Will S.W.I.F.T.’s Announcement of Plans for a Blockchain-Based Ledger Include a Stablecoin? I’ll Believe It When I See the Fees.
When S.W.I.F.T. dropped its latest announcement, it sounded like a sea change: the world’s dominant payments network will add a blockchain-based shared ledger to its infrastructure stack. The promise? Faster, 24/7 cross-border settlement, interoperability across networks, and the ability to move “regulated tokenized value” with smart contracts and compliance baked in.
On its face, that’s big news. But let’s separate what’s actually happening from what people might assume.
What S.W.I.F.T. Actually Announced
Infrastructure, not issuance: S.W.I.F.T. is building the rails, not minting tokens. It wants to provide the trusted backbone for banks and institutions to move tokenized assets.
Global coalition: More than 30 financial institutions across 16 countries are involved in shaping the design.
Compliance pitch: The ledger will sequence and validate transactions, enforce rules via smart contracts, and claim to carry forward S.W.I.F.T.’s brand of resilience and neutrality.
No fees disclosed: The announcement makes zero mention of transaction fees, settlement charges, or revenue models.
How This Fits With the GENIUS Act
In the U.S., the GENIUS Act of 2025 defines what counts as a legitimate “payment stablecoin.” Only permitted issuers—subject to OCC oversight, reserve audits, disclosure, and compliance rules—can legally issue stablecoins. Foreign issuers can participate if their home regimes are deemed “comparable” by Treasury.
That means any “real” stablecoin running on S.W.I.F.T.’s new ledger will still need to come from a regulated issuer, not S.W.I.F.T. itself. The ledger could host GENIUS-compliant stablecoins, but it doesn’t automatically create one.
So, Is This a Stablecoin?
Not yet.
S.W.I.F.T. has not announced a token, a peg, reserve requirements, or redemption rights. Without those, this is infrastructure—not money. A true stablecoin requires full reserves, redemption at par, and ongoing compliance with U.S. law (or its foreign equivalent).
The Missing Piece: Fees
Here’s where skepticism is warranted. Any payments rail lives or dies by its economics. Will S.W.I.F.T. charge banks a toll per transaction? Will issuers pay access fees? Will consumers feel the costs at the point of transfer?

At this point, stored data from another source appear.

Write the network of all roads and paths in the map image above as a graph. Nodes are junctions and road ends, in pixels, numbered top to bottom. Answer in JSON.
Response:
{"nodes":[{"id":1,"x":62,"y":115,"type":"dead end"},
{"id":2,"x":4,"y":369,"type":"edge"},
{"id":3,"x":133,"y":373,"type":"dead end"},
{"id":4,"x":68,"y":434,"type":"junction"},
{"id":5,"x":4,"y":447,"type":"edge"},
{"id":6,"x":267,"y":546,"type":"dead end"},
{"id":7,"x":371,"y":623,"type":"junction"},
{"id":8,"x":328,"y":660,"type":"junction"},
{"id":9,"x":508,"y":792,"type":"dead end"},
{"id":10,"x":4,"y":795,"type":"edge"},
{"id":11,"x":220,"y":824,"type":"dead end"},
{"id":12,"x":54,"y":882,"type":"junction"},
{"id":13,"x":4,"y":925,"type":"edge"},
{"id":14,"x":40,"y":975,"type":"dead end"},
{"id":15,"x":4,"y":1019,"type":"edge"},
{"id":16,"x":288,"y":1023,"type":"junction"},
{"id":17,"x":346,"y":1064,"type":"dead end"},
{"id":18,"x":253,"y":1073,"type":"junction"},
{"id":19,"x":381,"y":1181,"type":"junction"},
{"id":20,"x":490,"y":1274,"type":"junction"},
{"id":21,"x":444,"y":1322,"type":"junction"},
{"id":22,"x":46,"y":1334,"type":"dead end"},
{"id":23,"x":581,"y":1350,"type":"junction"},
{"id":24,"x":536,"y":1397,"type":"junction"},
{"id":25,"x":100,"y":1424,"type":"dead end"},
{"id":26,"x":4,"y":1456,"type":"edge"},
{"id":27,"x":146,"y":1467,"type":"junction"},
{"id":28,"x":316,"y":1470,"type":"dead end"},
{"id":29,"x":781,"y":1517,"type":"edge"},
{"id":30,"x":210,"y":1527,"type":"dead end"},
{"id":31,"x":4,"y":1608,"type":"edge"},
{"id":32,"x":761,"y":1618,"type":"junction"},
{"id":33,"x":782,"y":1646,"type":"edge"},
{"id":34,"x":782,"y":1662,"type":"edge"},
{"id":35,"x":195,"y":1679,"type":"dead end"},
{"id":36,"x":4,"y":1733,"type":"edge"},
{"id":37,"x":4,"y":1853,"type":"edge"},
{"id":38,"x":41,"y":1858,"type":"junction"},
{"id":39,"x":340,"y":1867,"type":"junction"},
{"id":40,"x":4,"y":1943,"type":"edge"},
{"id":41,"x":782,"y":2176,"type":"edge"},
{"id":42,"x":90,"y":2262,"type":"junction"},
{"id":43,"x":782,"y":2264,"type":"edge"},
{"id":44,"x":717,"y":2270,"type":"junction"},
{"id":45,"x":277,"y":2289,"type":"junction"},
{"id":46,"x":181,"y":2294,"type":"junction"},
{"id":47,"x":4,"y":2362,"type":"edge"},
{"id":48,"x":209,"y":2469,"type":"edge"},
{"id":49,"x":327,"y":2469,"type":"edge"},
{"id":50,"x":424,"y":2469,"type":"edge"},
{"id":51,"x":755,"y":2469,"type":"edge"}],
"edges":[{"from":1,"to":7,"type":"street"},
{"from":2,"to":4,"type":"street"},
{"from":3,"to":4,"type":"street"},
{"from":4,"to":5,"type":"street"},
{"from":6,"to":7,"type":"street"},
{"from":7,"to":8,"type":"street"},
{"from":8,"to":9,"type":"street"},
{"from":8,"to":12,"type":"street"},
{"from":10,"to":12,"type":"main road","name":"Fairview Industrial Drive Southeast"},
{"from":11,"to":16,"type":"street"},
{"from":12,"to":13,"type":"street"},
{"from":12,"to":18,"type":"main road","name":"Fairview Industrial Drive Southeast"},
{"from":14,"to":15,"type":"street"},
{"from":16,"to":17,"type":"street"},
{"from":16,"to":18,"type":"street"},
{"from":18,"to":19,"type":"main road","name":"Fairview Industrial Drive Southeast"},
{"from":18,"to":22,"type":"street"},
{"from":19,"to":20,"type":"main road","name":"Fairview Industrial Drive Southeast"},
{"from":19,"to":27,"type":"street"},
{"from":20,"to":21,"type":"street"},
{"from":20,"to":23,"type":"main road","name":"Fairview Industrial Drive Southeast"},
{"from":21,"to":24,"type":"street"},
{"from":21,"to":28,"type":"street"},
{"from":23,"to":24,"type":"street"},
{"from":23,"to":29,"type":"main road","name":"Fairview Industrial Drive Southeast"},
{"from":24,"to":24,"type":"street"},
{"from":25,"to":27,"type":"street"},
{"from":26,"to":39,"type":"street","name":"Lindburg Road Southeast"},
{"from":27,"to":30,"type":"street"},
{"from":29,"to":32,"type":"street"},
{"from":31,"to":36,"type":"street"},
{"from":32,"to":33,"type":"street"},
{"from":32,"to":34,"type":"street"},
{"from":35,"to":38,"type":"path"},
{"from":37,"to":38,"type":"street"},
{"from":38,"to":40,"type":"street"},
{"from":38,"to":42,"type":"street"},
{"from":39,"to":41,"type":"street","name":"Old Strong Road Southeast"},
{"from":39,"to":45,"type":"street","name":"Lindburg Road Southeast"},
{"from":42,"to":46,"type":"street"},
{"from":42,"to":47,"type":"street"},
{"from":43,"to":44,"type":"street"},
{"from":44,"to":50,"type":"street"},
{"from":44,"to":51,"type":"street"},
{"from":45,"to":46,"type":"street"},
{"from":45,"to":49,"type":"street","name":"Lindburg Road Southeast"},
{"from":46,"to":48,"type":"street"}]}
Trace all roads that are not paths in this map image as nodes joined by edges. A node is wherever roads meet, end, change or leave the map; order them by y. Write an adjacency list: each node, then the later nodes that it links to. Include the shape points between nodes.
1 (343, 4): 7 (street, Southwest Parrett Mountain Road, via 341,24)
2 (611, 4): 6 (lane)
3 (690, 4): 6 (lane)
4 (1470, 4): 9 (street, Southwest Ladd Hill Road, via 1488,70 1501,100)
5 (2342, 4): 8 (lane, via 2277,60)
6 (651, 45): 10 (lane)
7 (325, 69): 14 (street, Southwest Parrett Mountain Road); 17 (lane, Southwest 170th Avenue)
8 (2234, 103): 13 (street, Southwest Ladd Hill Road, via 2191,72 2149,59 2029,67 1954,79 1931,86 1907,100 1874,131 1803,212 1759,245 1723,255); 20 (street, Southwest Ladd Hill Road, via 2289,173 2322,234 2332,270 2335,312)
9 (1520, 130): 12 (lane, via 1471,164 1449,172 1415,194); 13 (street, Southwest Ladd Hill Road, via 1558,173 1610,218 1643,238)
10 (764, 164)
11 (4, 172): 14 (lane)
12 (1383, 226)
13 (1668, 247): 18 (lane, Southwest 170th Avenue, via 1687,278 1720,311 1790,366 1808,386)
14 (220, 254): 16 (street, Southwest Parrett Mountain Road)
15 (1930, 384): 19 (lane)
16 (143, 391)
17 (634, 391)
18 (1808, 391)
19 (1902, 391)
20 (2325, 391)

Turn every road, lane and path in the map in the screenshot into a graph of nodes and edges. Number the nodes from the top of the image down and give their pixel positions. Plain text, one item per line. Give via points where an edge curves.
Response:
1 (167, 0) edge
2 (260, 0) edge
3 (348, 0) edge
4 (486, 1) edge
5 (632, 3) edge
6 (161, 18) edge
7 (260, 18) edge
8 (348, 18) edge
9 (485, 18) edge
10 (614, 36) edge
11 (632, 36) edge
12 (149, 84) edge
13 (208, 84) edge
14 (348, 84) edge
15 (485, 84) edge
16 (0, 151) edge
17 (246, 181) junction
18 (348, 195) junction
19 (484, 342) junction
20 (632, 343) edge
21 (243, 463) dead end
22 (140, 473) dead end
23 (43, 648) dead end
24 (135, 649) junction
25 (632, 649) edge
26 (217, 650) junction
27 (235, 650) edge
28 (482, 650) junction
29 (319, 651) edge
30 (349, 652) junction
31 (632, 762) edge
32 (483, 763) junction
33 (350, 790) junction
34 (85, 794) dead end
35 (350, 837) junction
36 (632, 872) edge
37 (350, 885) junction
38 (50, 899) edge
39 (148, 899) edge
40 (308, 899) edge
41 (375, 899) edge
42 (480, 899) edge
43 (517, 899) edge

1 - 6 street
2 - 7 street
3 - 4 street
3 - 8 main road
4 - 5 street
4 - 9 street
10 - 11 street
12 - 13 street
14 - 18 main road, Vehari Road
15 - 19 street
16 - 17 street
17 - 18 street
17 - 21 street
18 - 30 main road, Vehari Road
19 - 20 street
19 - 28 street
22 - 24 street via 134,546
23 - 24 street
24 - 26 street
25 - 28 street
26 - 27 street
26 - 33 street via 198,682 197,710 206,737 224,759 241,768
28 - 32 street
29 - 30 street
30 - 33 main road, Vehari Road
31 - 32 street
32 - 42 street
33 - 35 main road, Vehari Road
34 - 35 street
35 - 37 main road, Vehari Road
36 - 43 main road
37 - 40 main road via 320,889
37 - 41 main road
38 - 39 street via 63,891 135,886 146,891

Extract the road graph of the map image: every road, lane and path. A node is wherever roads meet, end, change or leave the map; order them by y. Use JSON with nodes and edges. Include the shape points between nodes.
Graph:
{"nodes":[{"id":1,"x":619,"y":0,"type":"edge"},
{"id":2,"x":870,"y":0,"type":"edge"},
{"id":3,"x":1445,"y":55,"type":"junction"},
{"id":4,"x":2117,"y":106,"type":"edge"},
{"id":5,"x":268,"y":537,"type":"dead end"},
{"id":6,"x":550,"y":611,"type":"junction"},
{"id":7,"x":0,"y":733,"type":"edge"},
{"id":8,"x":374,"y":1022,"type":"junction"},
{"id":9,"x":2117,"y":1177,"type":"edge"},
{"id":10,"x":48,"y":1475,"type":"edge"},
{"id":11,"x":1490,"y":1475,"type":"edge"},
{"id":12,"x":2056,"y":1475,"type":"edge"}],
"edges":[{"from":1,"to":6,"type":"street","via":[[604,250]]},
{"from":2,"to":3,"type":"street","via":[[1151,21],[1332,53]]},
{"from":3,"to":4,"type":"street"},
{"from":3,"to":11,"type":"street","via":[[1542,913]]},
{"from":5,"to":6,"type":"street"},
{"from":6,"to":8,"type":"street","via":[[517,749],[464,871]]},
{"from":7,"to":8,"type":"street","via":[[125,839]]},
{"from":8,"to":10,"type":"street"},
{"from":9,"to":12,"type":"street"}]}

Until S.W.I.F.T. reveals its fee structure, it’s impossible to know whether this ledger will compete with existing stablecoin rails—or simply become another expensive intermediary.
Bottom Line
S.W.I.F.T. is signaling that tokenized finance is real, and it wants to stay relevant as settlement shifts from batch-based messaging to real-time blockchain rails. That’s significant.
But don’t confuse an infrastructure upgrade with a stablecoin launch. Until we see a regulated issuer using this ledger to launch a GENIUS-compliant token—and until S.W.I.F.T. discloses its fees—the promise of a “S.W.I.F.T. stablecoin” remains more speculation than reality.
I’ll believe it when I see the fees.